Defunct railway station in Auckland, New Zealand

Tironui railway station was a station on the North Island Main Trunk in New Zealand, south of Auckland between Takanini railway station and Papakura railway station. It had a station building and a 92 m long, 42 cm high platform. It was opened on 10 May 1926 and closed on 13 August 1983.

The New Zealand Ministry for Culture and Heritage gives a translation of "expansive view" for Tironui, (tiro=look or view, nui=suffix meaning large).

== History ==
The railway through the area was opened on 20 May 1875, as part of the Auckland and Mercer Railway. On 6 November 1908 the line became part of the North Island Main Trunk, with services reaching Wellington.

Following its proposal in 1923, the station at Tironui opened on 10 May 1926 as a request stop. Puhinui, Homai, and Te Mahia stations opened at about the same time to cater for the expansion of Auckland's southern suburbs.

Duplication of the tracks between Papatoetoe and Papakura started in 1929 as an employment relief scheme. On 29 March 1931 the second track between Papatoetoe and Papakura opened.

During World War II, the station was used for transport to and from the nearby Papakura Mobilisation Camp, with additional trains operating for men on weekend leave and special trains for troop movements. In November 1939, 700 soldiers of the 18th Battalion moved from Hopuhopu Camp. They travelled by train to Tironui before marching to the camp.

By 1940 electric light had been added to the station. As part of a scheme for lighting roads around the military camp an additional light was added to the station in 1941.

The platform had a general waiting room, ladies’ waiting room, and men’s convenience.

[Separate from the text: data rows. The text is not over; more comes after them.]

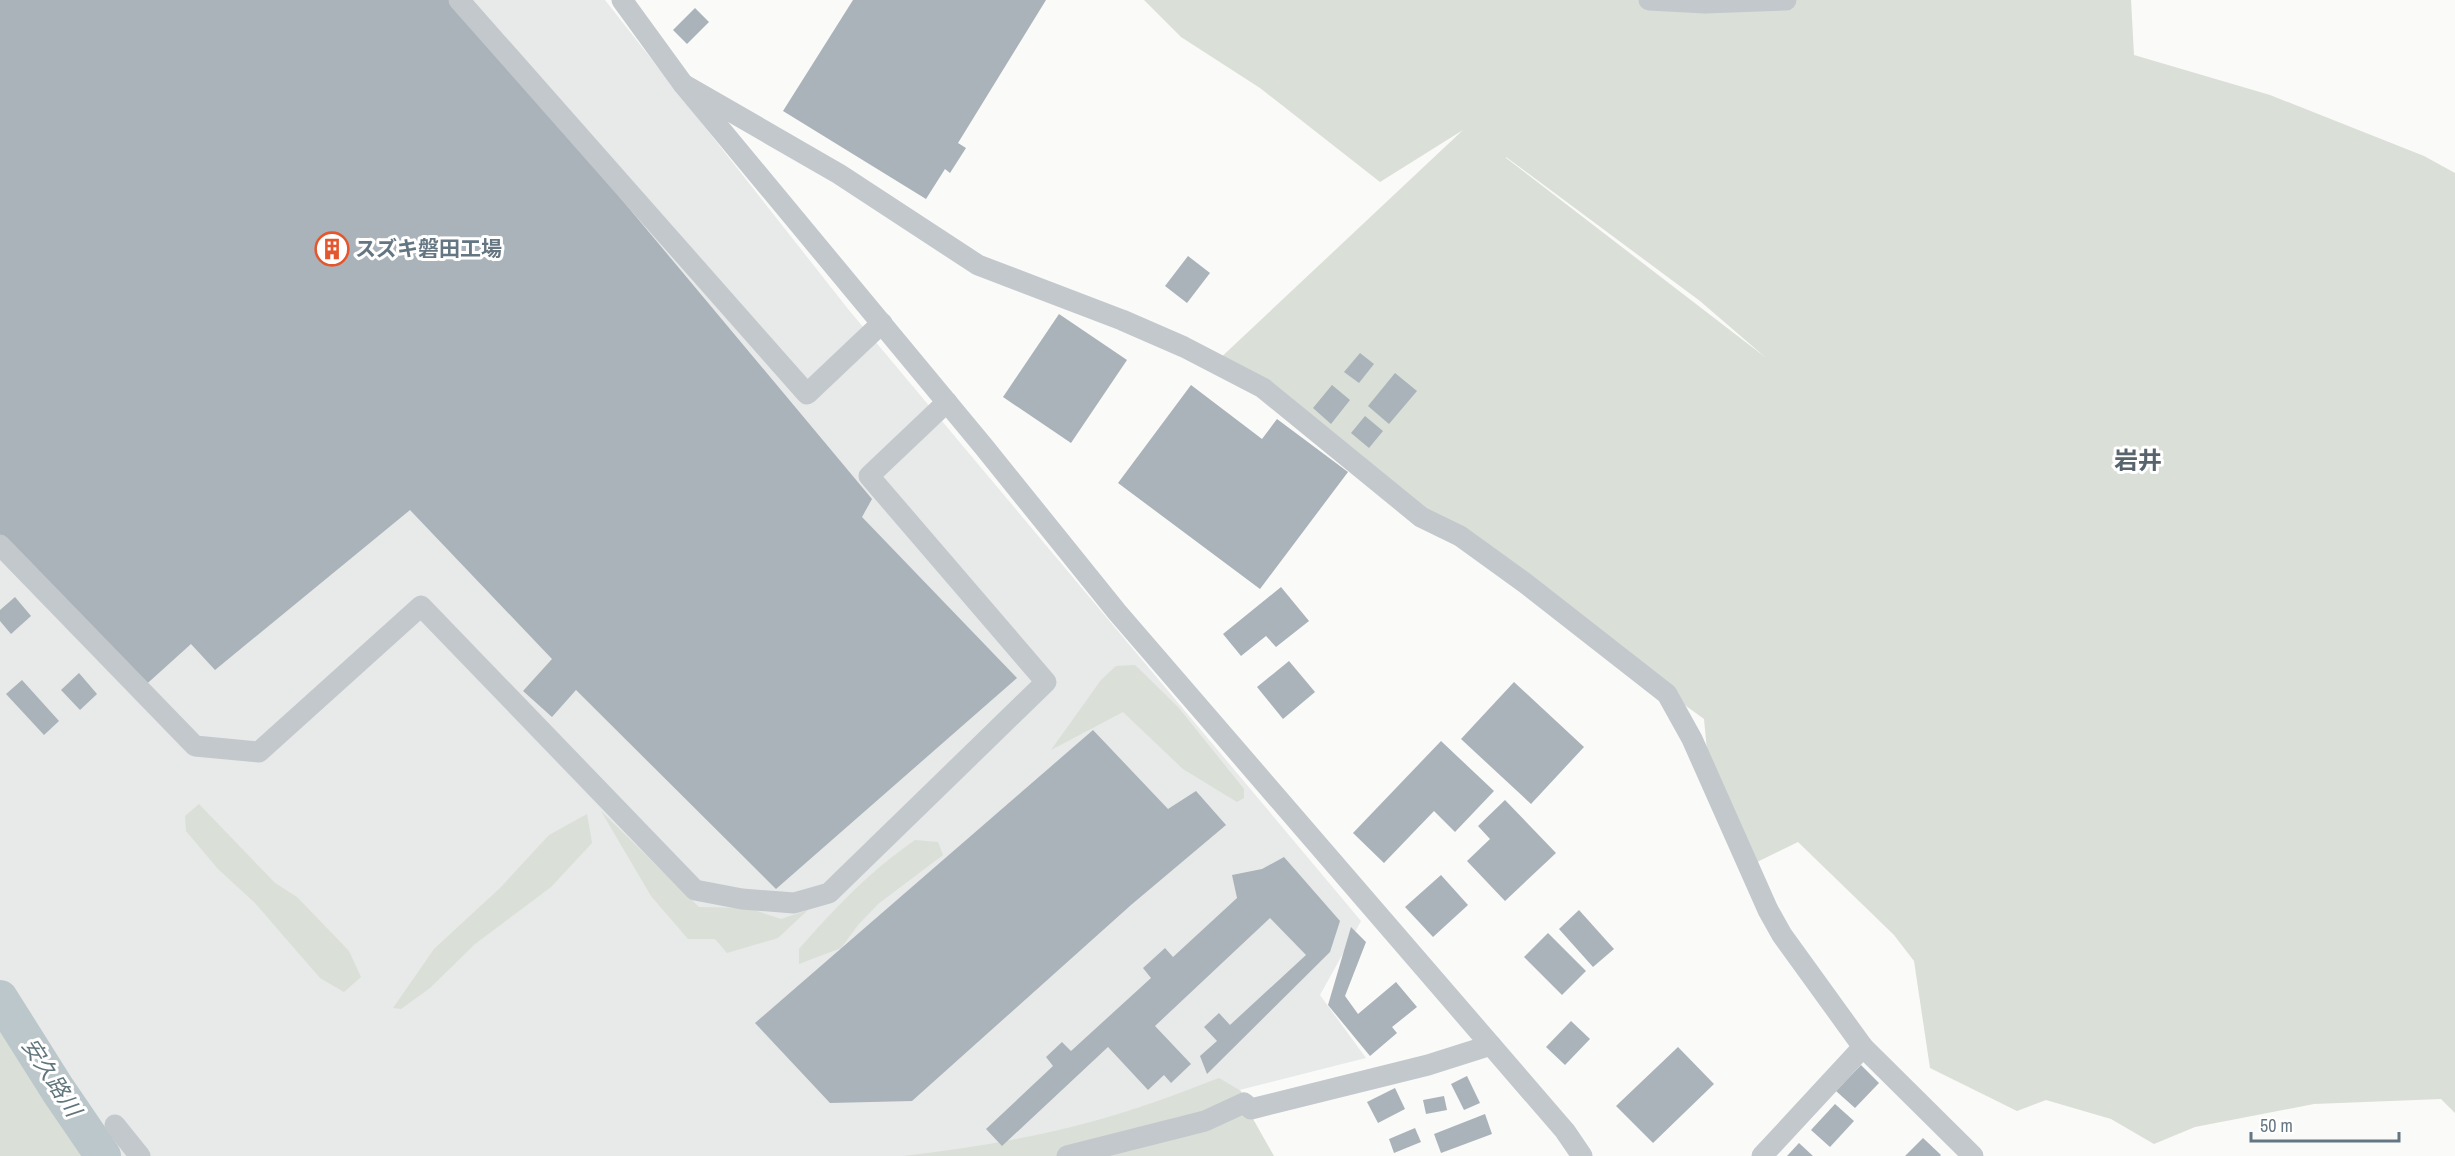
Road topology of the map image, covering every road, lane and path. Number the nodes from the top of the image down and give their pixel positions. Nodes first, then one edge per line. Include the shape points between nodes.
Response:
1 (459, 0) edge
2 (622, 0) edge
3 (1649, 0) edge
4 (1786, 0) edge
5 (683, 84) junction
6 (882, 323) junction
7 (947, 402) junction
8 (0, 545) edge
9 (1491, 1045) junction
10 (1863, 1047) junction
11 (115, 1125) dead end
12 (140, 1156) edge
13 (1067, 1156) edge
14 (1582, 1156) edge
15 (1762, 1156) edge
16 (1973, 1156) edge

1 - 6 street via 807,394
2 - 5 street
3 - 4 street
5 - 6 street
5 - 10 street via 839,174 978,265 1174,342 1263,388 1421,517 1460,536 1667,694 1692,739 1768,910
6 - 7 street
7 - 8 street via 869,476 1046,682 829,893 794,903 695,890 421,606 259,752 195,746
7 - 9 street via 1117,612
9 - 13 street via 1428,1065 1251,1109 1244,1103 1205,1121
9 - 14 street
10 - 15 street
10 - 16 street
11 - 12 street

The station building was removed on 10 August 1971.

The New Zealand Railways Corporation was established on 1 April 1982 with the major objective of running operations on a more commercial basis. Tironui station was closed to all traffic on 13 August 1983.

A bridge provided access to the station platform from Tironui Station Road East on one side and Tironui Station Road West on the other. Following the station's closure, the ramp connecting the bridge to the platform was removed, and the bridge was subsequently removed in October 1990.

To improve safety the level crossing was removed in February 2024.

== Proposed re-opening ==
There have been several proposals to create new stations at or near the old Tironui station site in order to provide public transport access to the new Addison residential development and Southgate shopping centre.

In 2007, a proposal was made by the former Papakura District Council to create a new station and park and ride facility (named Glenora) near the old Tironui station, on the other side of Walters road.

In 2012, the Papakura Local Board requested a new station and park and ride be built at Walters Road. This proposal was listed in Auckland Transport's draft land transport plan.

In 2015, Auckland Transport agreed to investigation of a potential station site at Tironui, which could be opened if growth requires it. Auckland Transport confirmed that it does not support the previously proposed Glenora station and recommended that, if an additional rail station is required in the area to meet transport demand and growth, that station should be located at Tironui. Other potential new rail stations looked at were Paerātā, Drury and Drury West.